---- ENTRIES SUPPLIED
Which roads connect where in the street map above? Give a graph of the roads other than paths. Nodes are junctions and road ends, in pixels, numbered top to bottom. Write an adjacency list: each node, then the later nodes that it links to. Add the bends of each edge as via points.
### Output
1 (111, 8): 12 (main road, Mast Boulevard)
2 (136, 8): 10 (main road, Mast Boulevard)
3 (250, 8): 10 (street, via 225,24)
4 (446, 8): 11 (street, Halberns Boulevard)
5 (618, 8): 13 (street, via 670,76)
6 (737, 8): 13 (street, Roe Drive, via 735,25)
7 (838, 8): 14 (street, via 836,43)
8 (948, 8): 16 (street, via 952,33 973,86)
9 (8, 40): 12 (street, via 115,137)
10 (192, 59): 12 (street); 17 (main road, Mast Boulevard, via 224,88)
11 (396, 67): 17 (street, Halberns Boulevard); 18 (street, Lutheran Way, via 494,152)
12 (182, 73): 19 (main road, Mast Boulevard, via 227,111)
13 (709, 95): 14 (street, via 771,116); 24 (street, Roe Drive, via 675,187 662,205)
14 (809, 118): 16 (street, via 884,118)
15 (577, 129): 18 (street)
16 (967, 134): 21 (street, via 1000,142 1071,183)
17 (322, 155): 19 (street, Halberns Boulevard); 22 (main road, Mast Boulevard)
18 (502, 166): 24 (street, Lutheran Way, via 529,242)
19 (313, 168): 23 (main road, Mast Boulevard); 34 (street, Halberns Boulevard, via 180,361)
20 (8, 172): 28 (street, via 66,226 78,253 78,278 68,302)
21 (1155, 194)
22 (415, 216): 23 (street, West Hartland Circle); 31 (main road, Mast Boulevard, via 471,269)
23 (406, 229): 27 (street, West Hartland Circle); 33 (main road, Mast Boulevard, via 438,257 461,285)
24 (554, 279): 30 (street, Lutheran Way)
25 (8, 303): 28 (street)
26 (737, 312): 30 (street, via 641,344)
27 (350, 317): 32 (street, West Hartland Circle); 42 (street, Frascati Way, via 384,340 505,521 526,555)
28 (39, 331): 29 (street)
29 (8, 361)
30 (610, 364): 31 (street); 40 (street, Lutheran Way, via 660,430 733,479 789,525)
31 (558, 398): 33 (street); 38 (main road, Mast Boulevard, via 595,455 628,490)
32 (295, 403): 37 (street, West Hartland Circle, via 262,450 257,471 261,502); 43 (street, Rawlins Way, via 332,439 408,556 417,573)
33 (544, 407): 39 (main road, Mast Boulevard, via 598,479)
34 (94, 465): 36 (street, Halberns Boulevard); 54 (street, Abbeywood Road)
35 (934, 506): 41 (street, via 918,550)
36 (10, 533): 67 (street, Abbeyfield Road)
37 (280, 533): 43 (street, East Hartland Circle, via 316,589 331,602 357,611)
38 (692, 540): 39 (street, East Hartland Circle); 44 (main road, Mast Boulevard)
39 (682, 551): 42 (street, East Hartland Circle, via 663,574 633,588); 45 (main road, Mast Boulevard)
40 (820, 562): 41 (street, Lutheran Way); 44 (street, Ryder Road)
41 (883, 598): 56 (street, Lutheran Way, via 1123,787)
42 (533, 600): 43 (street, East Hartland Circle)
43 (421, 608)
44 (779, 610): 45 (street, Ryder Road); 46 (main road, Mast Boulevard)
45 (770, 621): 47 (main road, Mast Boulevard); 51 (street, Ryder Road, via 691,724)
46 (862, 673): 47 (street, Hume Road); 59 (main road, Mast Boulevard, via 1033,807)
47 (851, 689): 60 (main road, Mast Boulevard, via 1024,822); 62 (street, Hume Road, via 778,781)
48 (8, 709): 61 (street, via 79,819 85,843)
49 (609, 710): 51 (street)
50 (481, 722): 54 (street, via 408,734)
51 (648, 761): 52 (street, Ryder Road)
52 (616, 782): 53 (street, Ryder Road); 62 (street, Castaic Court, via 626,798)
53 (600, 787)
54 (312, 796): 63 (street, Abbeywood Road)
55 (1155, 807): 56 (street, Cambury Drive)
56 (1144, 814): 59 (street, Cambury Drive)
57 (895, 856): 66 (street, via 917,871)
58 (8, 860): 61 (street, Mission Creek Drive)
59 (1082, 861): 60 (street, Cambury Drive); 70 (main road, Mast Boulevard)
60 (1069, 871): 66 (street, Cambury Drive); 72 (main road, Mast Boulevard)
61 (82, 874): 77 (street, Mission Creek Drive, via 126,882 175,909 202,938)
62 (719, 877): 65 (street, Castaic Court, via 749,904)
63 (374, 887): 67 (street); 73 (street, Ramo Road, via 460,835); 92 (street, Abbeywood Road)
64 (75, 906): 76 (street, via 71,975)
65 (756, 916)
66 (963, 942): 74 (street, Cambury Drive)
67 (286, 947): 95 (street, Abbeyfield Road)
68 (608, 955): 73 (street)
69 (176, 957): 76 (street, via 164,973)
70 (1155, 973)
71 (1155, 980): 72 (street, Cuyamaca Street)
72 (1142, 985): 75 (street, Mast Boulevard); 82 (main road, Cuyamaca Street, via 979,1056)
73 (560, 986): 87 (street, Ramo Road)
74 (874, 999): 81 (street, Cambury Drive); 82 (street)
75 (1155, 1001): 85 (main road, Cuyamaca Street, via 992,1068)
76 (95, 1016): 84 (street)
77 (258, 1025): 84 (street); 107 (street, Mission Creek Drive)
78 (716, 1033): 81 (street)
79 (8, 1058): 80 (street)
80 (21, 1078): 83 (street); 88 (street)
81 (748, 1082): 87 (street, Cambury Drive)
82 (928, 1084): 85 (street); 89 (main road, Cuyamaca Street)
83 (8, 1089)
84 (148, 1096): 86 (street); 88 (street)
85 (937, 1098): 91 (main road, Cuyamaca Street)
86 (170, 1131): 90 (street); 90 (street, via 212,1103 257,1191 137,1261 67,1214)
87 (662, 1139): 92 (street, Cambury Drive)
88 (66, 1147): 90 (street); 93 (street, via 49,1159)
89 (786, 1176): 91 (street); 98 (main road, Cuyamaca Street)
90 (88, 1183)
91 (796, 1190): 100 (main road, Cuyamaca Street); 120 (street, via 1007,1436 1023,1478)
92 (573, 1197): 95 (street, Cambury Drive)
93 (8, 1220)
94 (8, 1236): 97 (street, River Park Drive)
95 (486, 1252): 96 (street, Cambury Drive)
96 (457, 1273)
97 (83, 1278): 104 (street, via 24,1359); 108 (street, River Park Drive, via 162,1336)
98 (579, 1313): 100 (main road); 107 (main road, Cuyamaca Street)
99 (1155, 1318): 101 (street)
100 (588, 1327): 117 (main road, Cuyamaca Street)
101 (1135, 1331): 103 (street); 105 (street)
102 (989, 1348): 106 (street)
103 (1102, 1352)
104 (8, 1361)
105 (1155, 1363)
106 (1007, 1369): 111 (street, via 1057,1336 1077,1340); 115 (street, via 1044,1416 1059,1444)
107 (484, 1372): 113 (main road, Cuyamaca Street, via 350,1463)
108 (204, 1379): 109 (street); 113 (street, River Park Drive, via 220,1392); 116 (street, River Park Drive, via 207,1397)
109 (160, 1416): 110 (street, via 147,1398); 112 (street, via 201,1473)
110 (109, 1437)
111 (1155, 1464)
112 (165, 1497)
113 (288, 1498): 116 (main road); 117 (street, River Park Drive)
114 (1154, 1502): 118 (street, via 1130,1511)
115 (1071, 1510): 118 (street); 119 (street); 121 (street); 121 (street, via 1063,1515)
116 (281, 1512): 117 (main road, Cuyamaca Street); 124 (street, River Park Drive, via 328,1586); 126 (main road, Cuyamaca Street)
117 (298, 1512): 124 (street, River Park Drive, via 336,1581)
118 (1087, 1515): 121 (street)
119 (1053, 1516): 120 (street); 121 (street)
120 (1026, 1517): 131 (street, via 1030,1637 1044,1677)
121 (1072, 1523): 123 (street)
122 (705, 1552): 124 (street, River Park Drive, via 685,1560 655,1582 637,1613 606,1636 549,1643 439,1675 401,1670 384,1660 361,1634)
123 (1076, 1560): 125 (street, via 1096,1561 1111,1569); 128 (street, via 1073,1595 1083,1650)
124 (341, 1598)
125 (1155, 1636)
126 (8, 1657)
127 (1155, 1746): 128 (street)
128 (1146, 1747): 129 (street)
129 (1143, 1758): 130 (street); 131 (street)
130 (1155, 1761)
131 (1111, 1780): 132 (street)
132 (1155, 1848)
--------
---- ENTRIES SUPPLIED
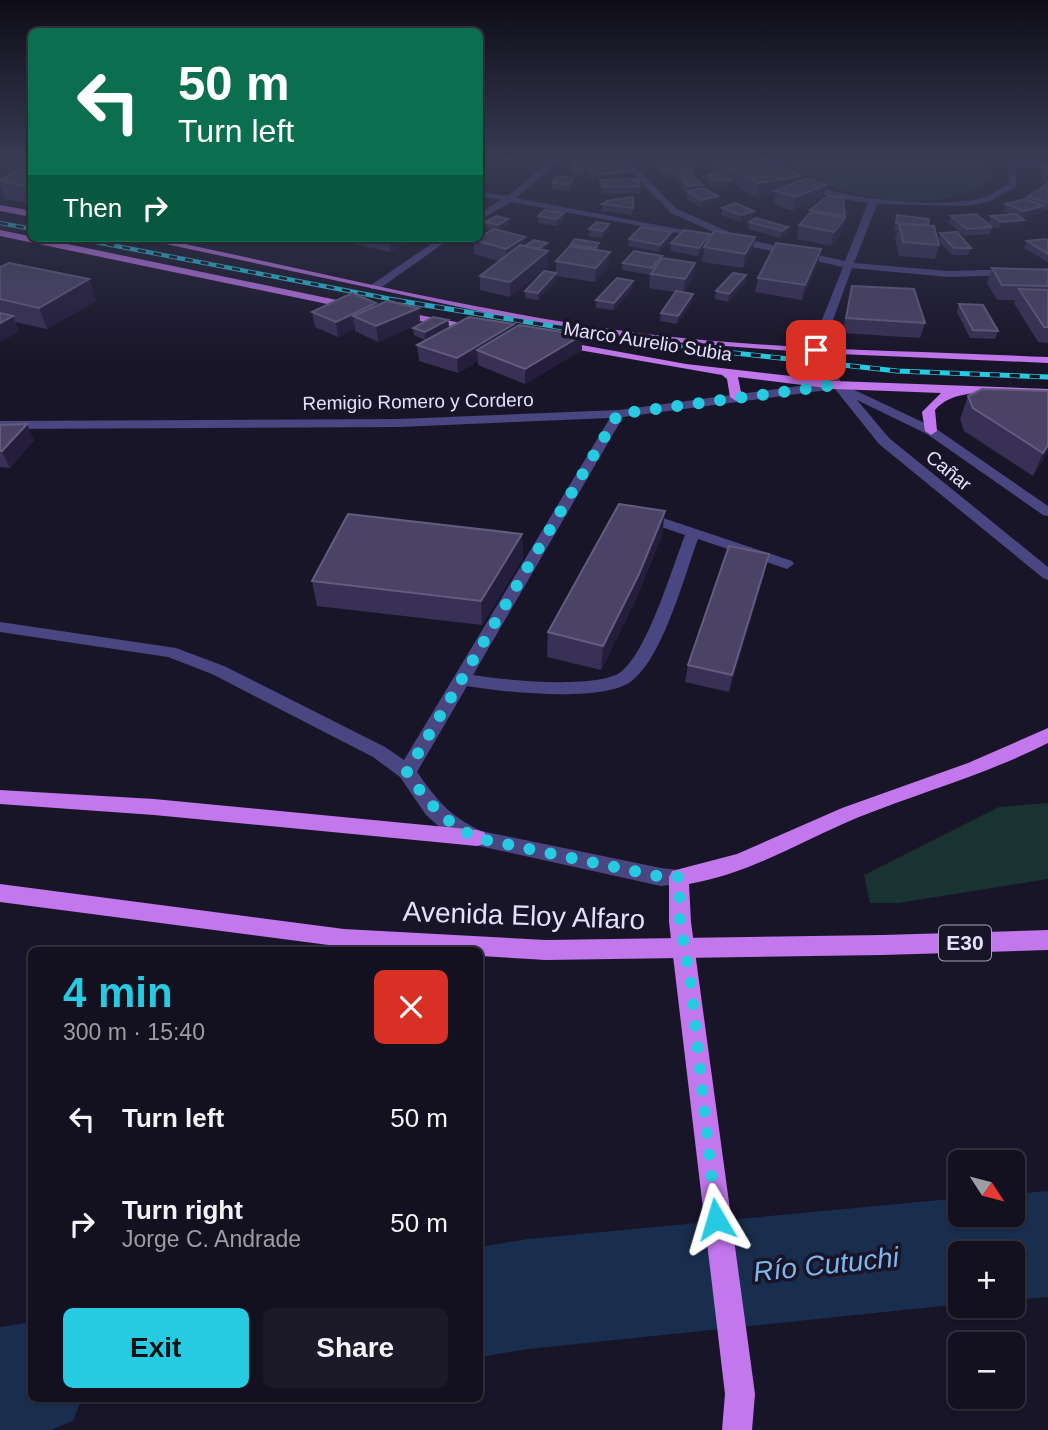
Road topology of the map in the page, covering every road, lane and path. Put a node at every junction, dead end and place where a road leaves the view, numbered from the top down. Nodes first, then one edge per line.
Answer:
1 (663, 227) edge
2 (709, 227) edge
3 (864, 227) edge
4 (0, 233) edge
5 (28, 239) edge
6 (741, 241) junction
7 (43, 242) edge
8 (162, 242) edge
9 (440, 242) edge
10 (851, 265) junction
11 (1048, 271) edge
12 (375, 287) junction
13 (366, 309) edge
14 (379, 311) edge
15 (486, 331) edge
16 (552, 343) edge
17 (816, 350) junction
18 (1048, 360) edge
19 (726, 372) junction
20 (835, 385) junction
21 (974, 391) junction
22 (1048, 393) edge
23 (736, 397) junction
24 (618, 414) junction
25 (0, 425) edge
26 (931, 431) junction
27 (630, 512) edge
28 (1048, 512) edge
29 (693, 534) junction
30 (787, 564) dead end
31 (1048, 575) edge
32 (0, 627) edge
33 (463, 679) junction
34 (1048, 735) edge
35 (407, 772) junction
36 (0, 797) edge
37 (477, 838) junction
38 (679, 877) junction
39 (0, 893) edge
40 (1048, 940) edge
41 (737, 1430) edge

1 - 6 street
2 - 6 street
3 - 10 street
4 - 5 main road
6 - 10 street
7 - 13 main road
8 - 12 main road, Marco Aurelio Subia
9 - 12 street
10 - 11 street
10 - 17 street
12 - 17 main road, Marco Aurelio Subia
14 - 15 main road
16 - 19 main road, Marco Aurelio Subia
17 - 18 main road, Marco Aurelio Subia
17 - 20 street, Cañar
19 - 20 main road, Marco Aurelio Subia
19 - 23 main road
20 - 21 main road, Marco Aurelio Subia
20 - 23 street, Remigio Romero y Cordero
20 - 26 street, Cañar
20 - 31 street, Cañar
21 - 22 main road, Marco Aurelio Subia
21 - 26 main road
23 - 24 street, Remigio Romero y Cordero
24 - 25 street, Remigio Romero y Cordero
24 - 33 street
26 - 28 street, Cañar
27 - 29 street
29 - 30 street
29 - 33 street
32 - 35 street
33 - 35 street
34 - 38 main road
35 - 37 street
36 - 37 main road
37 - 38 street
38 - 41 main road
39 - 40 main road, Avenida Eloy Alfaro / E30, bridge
--------
• [WHAT YOU NEED TO DO]
Copy out all lines from the material above that contain the string "Court".

• [SOLUTION TO THE EXERCISE]
52 (616, 782): 53 (street, Ryder Road); 62 (street, Castaic Court, via 626,798)
62 (719, 877): 65 (street, Castaic Court, via 749,904)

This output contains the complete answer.